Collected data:
-------

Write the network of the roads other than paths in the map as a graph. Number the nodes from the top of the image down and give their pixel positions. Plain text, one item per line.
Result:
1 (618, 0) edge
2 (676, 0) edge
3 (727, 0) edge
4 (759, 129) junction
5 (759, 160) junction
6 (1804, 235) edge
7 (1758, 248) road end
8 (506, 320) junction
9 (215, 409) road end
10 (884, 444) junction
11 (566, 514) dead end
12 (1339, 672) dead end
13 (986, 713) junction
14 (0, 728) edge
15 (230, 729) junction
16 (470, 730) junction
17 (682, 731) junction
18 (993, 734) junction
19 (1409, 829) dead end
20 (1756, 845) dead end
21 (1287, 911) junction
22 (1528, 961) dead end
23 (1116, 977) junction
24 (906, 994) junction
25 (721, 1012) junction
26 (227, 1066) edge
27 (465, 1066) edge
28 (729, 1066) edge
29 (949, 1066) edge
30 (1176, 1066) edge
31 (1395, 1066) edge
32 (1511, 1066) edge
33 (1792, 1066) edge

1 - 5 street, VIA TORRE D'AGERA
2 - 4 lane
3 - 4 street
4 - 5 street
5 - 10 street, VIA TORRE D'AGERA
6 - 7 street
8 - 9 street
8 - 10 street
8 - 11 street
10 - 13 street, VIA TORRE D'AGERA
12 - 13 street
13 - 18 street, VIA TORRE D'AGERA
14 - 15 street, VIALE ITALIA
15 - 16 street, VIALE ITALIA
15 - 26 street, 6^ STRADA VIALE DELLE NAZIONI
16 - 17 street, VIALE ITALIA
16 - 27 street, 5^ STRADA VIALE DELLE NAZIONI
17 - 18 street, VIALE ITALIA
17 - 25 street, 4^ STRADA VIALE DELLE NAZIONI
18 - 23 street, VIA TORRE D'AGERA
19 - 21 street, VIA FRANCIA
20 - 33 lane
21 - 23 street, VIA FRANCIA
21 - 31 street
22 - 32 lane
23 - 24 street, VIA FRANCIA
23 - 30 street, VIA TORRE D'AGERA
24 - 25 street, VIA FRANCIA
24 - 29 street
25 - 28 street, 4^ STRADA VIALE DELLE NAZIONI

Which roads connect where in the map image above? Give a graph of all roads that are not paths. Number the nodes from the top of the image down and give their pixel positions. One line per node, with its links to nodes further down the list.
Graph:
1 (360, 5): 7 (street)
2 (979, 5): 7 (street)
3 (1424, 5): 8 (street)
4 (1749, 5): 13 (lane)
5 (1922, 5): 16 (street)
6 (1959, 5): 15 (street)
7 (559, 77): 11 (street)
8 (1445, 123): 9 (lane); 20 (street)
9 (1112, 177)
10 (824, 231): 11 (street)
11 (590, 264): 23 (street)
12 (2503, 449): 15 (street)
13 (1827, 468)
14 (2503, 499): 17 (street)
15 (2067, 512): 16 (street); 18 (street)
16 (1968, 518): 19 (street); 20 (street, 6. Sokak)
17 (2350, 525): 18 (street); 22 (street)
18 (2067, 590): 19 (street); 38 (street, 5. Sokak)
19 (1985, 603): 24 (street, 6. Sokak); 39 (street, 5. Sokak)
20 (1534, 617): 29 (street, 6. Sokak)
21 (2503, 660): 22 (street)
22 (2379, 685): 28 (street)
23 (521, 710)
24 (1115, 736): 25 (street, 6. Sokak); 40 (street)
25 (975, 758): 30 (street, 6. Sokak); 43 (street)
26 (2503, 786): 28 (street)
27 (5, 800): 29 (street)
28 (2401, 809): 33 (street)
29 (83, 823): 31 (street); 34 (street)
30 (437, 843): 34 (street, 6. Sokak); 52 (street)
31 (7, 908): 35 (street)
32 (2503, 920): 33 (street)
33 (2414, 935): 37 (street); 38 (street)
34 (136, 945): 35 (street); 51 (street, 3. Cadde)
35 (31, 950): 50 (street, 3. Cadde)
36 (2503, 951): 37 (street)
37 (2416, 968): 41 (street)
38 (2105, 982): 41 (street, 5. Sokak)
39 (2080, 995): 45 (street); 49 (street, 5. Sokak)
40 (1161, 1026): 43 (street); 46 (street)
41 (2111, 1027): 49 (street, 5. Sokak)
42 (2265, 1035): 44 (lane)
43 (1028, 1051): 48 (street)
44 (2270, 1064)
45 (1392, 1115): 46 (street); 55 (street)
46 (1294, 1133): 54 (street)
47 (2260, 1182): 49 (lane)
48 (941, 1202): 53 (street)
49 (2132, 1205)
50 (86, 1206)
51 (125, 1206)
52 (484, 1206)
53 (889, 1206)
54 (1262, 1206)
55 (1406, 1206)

-------

_ACTIVITY_. Respond with one number only: how many lines of the data contain "dead".

_PROBLEM SOLUTION_. 5